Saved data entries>

= = =

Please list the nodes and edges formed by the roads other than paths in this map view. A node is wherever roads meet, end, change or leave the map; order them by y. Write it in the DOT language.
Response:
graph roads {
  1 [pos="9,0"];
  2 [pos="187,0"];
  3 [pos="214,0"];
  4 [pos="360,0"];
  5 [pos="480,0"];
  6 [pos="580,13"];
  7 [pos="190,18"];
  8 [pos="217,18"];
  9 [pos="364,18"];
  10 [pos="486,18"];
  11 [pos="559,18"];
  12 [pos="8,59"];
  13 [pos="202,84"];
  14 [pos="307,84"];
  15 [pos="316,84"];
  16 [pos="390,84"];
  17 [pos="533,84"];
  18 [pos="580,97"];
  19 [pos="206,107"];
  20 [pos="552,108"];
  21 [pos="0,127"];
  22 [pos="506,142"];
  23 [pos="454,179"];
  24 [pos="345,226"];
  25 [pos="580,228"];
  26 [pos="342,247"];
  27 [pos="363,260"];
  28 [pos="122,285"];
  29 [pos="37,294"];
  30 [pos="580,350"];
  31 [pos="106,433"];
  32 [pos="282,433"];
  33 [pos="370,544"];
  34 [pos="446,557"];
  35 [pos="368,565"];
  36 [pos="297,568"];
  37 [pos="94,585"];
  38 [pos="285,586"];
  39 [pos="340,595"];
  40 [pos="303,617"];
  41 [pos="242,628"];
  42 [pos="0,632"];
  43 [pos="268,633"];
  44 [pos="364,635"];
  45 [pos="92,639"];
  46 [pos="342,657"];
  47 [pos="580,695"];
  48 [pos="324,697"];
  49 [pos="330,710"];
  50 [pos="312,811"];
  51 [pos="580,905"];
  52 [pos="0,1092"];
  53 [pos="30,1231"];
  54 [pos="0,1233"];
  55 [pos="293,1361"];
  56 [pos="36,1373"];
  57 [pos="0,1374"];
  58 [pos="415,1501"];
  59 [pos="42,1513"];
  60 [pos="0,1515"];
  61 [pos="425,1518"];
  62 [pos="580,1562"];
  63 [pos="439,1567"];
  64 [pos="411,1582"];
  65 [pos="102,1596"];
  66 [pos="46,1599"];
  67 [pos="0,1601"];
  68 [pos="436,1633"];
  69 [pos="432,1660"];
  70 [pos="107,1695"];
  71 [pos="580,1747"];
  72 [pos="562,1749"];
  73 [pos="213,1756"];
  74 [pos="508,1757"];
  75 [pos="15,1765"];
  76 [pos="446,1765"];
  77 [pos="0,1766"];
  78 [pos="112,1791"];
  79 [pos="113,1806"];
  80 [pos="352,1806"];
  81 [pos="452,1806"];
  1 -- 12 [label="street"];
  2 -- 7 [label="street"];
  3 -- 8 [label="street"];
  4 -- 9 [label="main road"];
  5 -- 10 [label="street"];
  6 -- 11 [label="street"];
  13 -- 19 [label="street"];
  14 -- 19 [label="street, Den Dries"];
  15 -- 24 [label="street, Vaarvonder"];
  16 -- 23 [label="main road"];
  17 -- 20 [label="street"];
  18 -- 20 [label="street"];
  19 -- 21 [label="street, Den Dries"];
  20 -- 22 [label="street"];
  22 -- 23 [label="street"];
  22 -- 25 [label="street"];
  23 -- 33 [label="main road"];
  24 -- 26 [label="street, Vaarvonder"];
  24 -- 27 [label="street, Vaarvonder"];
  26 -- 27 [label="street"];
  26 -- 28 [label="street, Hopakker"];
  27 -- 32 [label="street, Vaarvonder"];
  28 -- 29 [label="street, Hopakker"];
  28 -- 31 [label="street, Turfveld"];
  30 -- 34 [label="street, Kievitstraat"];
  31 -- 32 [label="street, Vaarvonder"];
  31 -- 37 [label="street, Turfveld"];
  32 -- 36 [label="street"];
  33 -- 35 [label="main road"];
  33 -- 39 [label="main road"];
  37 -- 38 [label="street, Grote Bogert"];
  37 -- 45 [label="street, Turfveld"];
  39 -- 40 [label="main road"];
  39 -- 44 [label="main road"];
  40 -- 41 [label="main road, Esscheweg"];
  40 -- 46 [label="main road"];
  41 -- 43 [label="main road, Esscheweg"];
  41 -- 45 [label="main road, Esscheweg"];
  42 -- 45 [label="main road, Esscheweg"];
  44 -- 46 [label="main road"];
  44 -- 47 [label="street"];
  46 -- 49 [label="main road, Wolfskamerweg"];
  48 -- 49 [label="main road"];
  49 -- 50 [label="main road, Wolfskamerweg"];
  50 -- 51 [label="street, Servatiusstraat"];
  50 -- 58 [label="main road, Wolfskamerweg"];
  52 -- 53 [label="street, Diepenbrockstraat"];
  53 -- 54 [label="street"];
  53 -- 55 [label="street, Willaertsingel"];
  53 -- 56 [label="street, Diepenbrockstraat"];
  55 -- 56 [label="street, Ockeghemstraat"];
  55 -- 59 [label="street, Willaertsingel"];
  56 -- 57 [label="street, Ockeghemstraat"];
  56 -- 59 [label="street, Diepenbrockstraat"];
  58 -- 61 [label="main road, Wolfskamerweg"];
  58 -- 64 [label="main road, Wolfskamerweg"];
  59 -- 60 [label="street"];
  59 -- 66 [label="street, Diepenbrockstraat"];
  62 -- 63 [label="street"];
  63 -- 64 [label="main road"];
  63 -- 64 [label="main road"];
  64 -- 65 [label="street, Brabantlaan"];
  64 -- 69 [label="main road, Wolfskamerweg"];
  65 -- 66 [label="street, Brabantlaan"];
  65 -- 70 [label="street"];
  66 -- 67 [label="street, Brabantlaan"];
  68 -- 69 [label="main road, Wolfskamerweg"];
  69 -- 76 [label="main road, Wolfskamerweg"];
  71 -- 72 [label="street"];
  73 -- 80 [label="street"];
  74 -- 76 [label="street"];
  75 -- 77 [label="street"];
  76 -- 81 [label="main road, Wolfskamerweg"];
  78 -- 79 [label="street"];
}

= = =

WHAT NEEDS TO BE DONE> The records above are to be restated word for word, in full.

RESULT>
Please list the nodes and edges formed by the roads other than paths in this map view. A node is wherever roads meet, end, change or leave the map; order them by y. Write it in the DOT language.
Response:
graph roads {
  1 [pos="9,0"];
  2 [pos="187,0"];
  3 [pos="214,0"];
  4 [pos="360,0"];
  5 [pos="480,0"];
  6 [pos="580,13"];
  7 [pos="190,18"];
  8 [pos="217,18"];
  9 [pos="364,18"];
  10 [pos="486,18"];
  11 [pos="559,18"];
  12 [pos="8,59"];
  13 [pos="202,84"];
  14 [pos="307,84"];
  15 [pos="316,84"];
  16 [pos="390,84"];
  17 [pos="533,84"];
  18 [pos="580,97"];
  19 [pos="206,107"];
  20 [pos="552,108"];
  21 [pos="0,127"];
  22 [pos="506,142"];
  23 [pos="454,179"];
  24 [pos="345,226"];
  25 [pos="580,228"];
  26 [pos="342,247"];
  27 [pos="363,260"];
  28 [pos="122,285"];
  29 [pos="37,294"];
  30 [pos="580,350"];
  31 [pos="106,433"];
  32 [pos="282,433"];
  33 [pos="370,544"];
  34 [pos="446,557"];
  35 [pos="368,565"];
  36 [pos="297,568"];
  37 [pos="94,585"];
  38 [pos="285,586"];
  39 [pos="340,595"];
  40 [pos="303,617"];
  41 [pos="242,628"];
  42 [pos="0,632"];
  43 [pos="268,633"];
  44 [pos="364,635"];
  45 [pos="92,639"];
  46 [pos="342,657"];
  47 [pos="580,695"];
  48 [pos="324,697"];
  49 [pos="330,710"];
  50 [pos="312,811"];
  51 [pos="580,905"];
  52 [pos="0,1092"];
  53 [pos="30,1231"];
  54 [pos="0,1233"];
  55 [pos="293,1361"];
  56 [pos="36,1373"];
  57 [pos="0,1374"];
  58 [pos="415,1501"];
  59 [pos="42,1513"];
  60 [pos="0,1515"];
  61 [pos="425,1518"];
  62 [pos="580,1562"];
  63 [pos="439,1567"];
  64 [pos="411,1582"];
  65 [pos="102,1596"];
  66 [pos="46,1599"];
  67 [pos="0,1601"];
  68 [pos="436,1633"];
  69 [pos="432,1660"];
  70 [pos="107,1695"];
  71 [pos="580,1747"];
  72 [pos="562,1749"];
  73 [pos="213,1756"];
  74 [pos="508,1757"];
  75 [pos="15,1765"];
  76 [pos="446,1765"];
  77 [pos="0,1766"];
  78 [pos="112,1791"];
  79 [pos="113,1806"];
  80 [pos="352,1806"];
  81 [pos="452,1806"];
  1 -- 12 [label="street"];
  2 -- 7 [label="street"];
  3 -- 8 [label="street"];
  4 -- 9 [label="main road"];
  5 -- 10 [label="street"];
  6 -- 11 [label="street"];
  13 -- 19 [label="street"];
  14 -- 19 [label="street, Den Dries"];
  15 -- 24 [label="street, Vaarvonder"];
  16 -- 23 [label="main road"];
  17 -- 20 [label="street"];
  18 -- 20 [label="street"];
  19 -- 21 [label="street, Den Dries"];
  20 -- 22 [label="street"];
  22 -- 23 [label="street"];
  22 -- 25 [label="street"];
  23 -- 33 [label="main road"];
  24 -- 26 [label="street, Vaarvonder"];
  24 -- 27 [label="street, Vaarvonder"];
  26 -- 27 [label="street"];
  26 -- 28 [label="street, Hopakker"];
  27 -- 32 [label="street, Vaarvonder"];
  28 -- 29 [label="street, Hopakker"];
  28 -- 31 [label="street, Turfveld"];
  30 -- 34 [label="street, Kievitstraat"];
  31 -- 32 [label="street, Vaarvonder"];
  31 -- 37 [label="street, Turfveld"];
  32 -- 36 [label="street"];
  33 -- 35 [label="main road"];
  33 -- 39 [label="main road"];
  37 -- 38 [label="street, Grote Bogert"];
  37 -- 45 [label="street, Turfveld"];
  39 -- 40 [label="main road"];
  39 -- 44 [label="main road"];
  40 -- 41 [label="main road, Esscheweg"];
  40 -- 46 [label="main road"];
  41 -- 43 [label="main road, Esscheweg"];
  41 -- 45 [label="main road, Esscheweg"];
  42 -- 45 [label="main road, Esscheweg"];
  44 -- 46 [label="main road"];
  44 -- 47 [label="street"];
  46 -- 49 [label="main road, Wolfskamerweg"];
  48 -- 49 [label="main road"];
  49 -- 50 [label="main road, Wolfskamerweg"];
  50 -- 51 [label="street, Servatiusstraat"];
  50 -- 58 [label="main road, Wolfskamerweg"];
  52 -- 53 [label="street, Diepenbrockstraat"];
  53 -- 54 [label="street"];
  53 -- 55 [label="street, Willaertsingel"];
  53 -- 56 [label="street, Diepenbrockstraat"];
  55 -- 56 [label="street, Ockeghemstraat"];
  55 -- 59 [label="street, Willaertsingel"];
  56 -- 57 [label="street, Ockeghemstraat"];
  56 -- 59 [label="street, Diepenbrockstraat"];
  58 -- 61 [label="main road, Wolfskamerweg"];
  58 -- 64 [label="main road, Wolfskamerweg"];
  59 -- 60 [label="street"];
  59 -- 66 [label="street, Diepenbrockstraat"];
  62 -- 63 [label="street"];
  63 -- 64 [label="main road"];
  63 -- 64 [label="main road"];
  64 -- 65 [label="street, Brabantlaan"];
  64 -- 69 [label="main road, Wolfskamerweg"];
  65 -- 66 [label="street, Brabantlaan"];
  65 -- 70 [label="street"];
  66 -- 67 [label="street, Brabantlaan"];
  68 -- 69 [label="main road, Wolfskamerweg"];
  69 -- 76 [label="main road, Wolfskamerweg"];
  71 -- 72 [label="street"];
  73 -- 80 [label="street"];
  74 -- 76 [label="street"];
  75 -- 77 [label="street"];
  76 -- 81 [label="main road, Wolfskamerweg"];
  78 -- 79 [label="street"];
}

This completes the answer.